* Dataset entries:
────

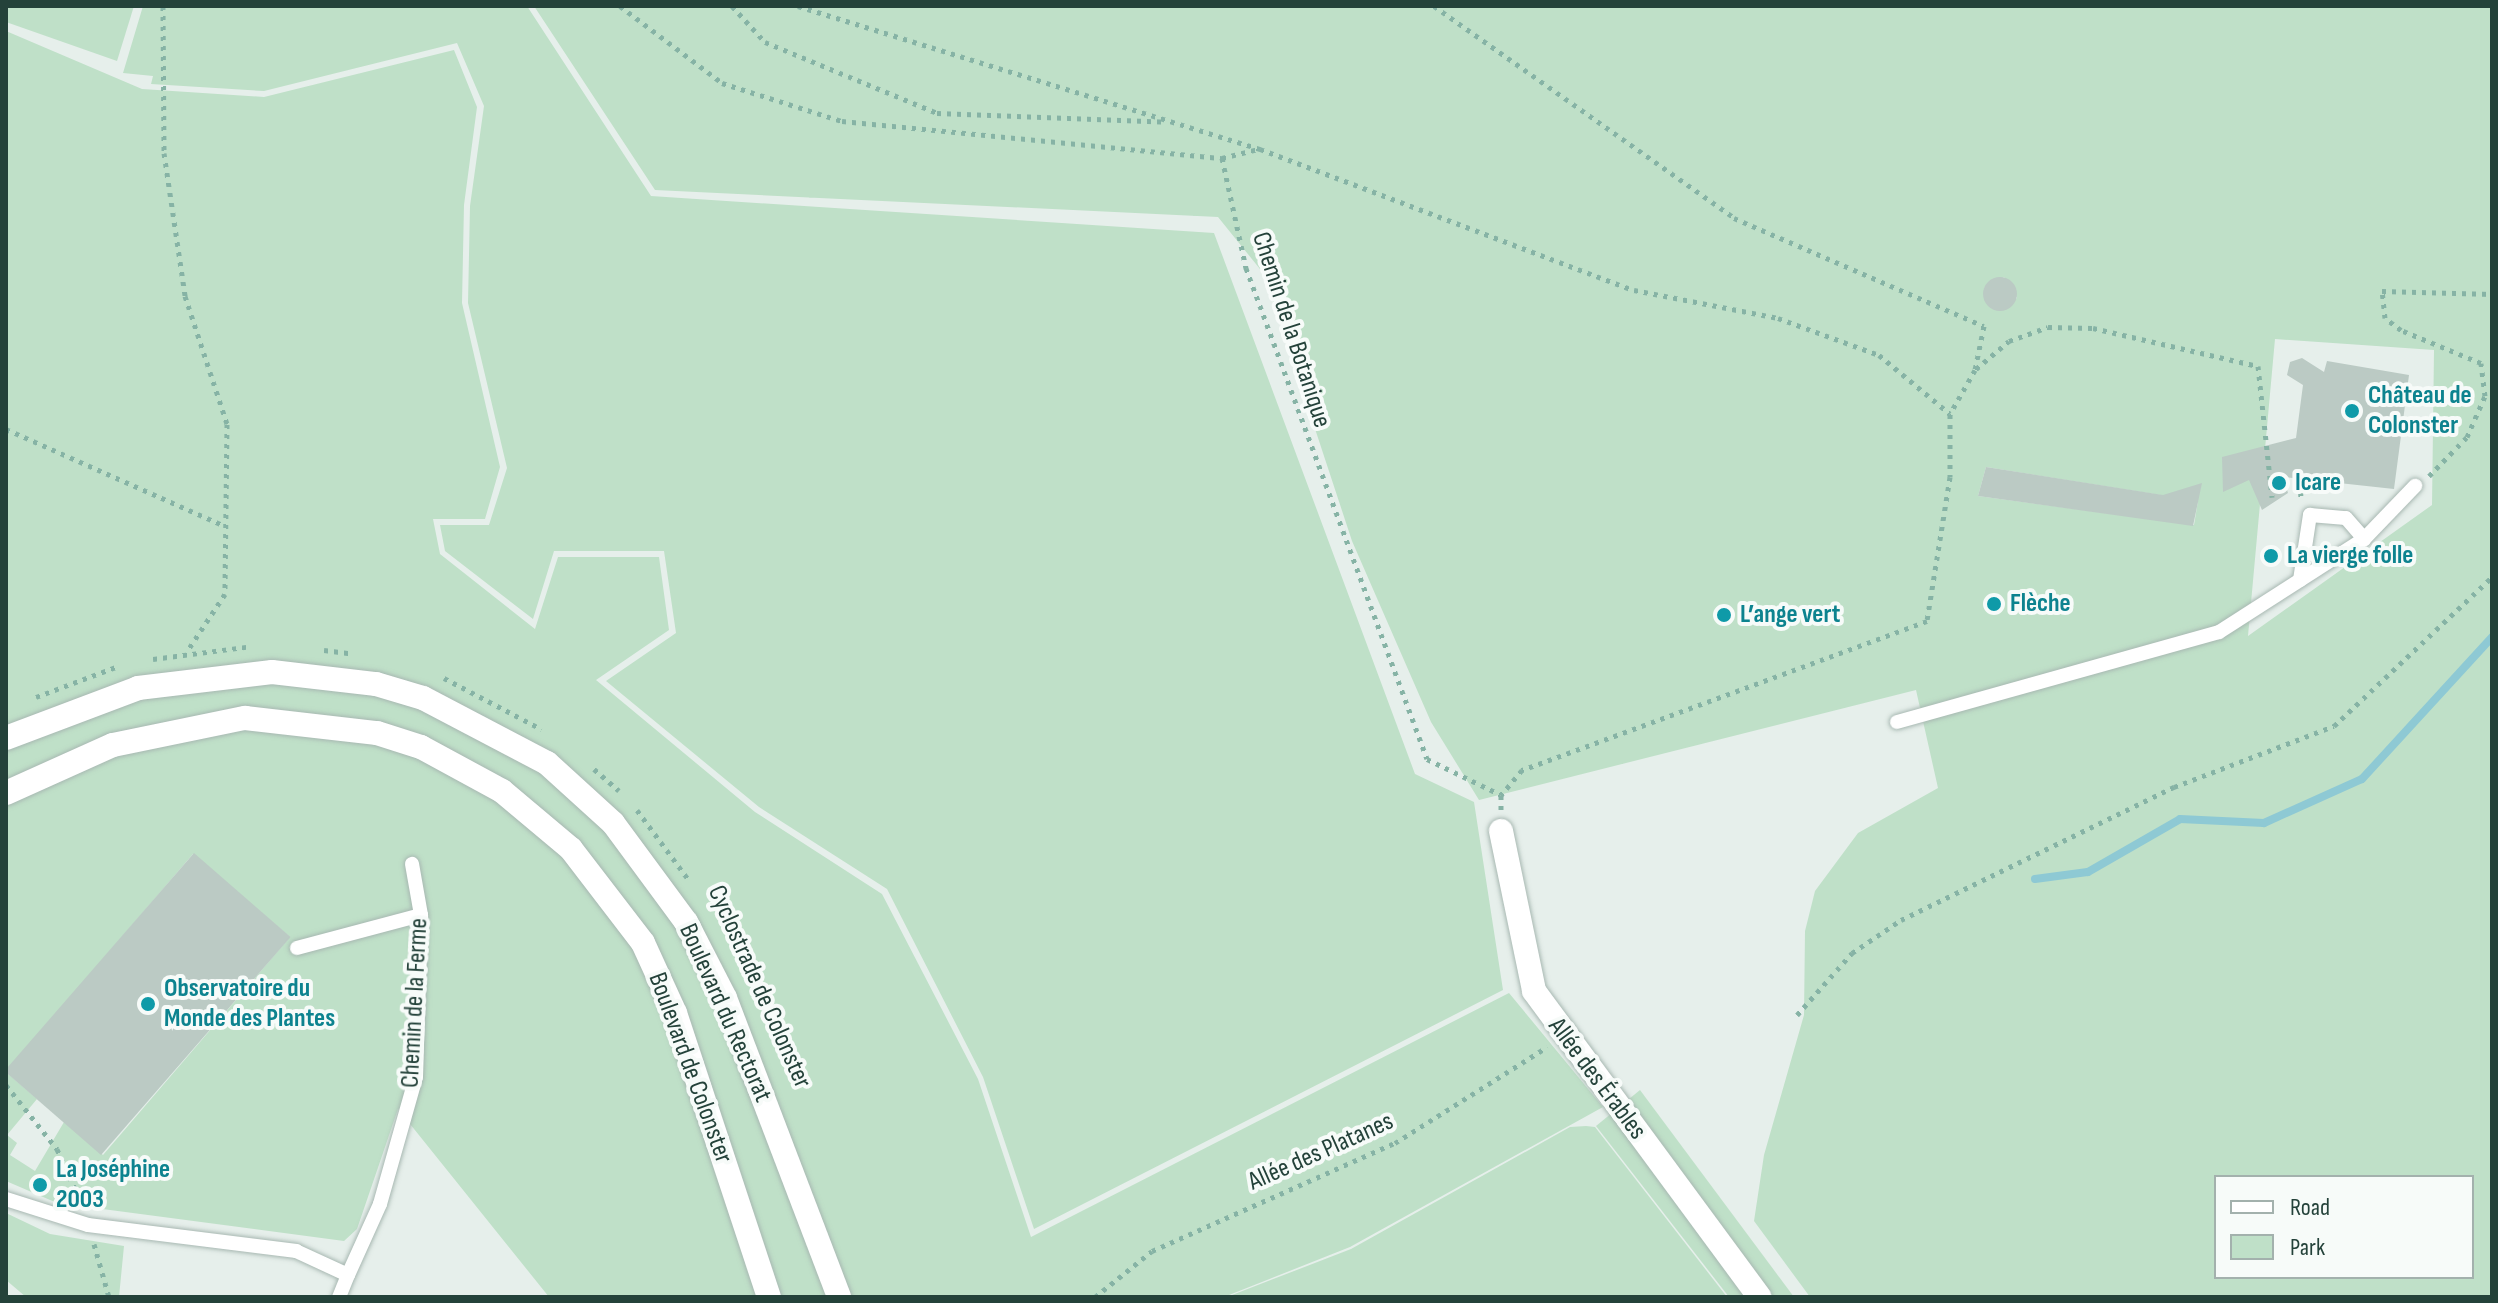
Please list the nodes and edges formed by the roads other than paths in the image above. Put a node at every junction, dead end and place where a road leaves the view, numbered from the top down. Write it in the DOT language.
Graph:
graph roads {
  1 [pos="2415,486"];
  2 [pos="2364,539"];
  3 [pos="2300,580"];
  4 [pos="1897,722"];
  5 [pos="6,738"];
  6 [pos="6,793"];
  7 [pos="1501,831"];
  8 [pos="412,864"];
  9 [pos="421,915"];
  10 [pos="297,948"];
  11 [pos="6,1199"];
  12 [pos="348,1275"];
  13 [pos="339,1297"];
  14 [pos="769,1297"];
  15 [pos="839,1297"];
  16 [pos="1760,1297"];
  1 -- 2 [label="lane"];
  2 -- 3 [label="lane"];
  2 -- 3 [label="lane"];
  3 -- 4 [label="lane"];
  5 -- 15 [label="street, Boulevard du Rectorat"];
  6 -- 14 [label="street, Boulevard de Colonster"];
  7 -- 16 [label="street, Allée des Érables"];
  8 -- 9 [label="lane, Chemin de la Ferme"];
  9 -- 10 [label="lane"];
  9 -- 12 [label="lane, Chemin de la Ferme"];
  11 -- 12 [label="lane"];
  12 -- 13 [label="lane, Chemin de la Ferme"];
}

────

* WORK ITEM:
Apart from the pictures, return the records exactly.

* RESULT OF THE EXERCISE:
Please list the nodes and edges formed by the roads other than paths in the image above. Put a node at every junction, dead end and place where a road leaves the view, numbered from the top down. Write it in the DOT language.
Graph:
graph roads {
  1 [pos="2415,486"];
  2 [pos="2364,539"];
  3 [pos="2300,580"];
  4 [pos="1897,722"];
  5 [pos="6,738"];
  6 [pos="6,793"];
  7 [pos="1501,831"];
  8 [pos="412,864"];
  9 [pos="421,915"];
  10 [pos="297,948"];
  11 [pos="6,1199"];
  12 [pos="348,1275"];
  13 [pos="339,1297"];
  14 [pos="769,1297"];
  15 [pos="839,1297"];
  16 [pos="1760,1297"];
  1 -- 2 [label="lane"];
  2 -- 3 [label="lane"];
  2 -- 3 [label="lane"];
  3 -- 4 [label="lane"];
  5 -- 15 [label="street, Boulevard du Rectorat"];
  6 -- 14 [label="street, Boulevard de Colonster"];
  7 -- 16 [label="street, Allée des Érables"];
  8 -- 9 [label="lane, Chemin de la Ferme"];
  9 -- 10 [label="lane"];
  9 -- 12 [label="lane, Chemin de la Ferme"];
  11 -- 12 [label="lane"];
  12 -- 13 [label="lane, Chemin de la Ferme"];
}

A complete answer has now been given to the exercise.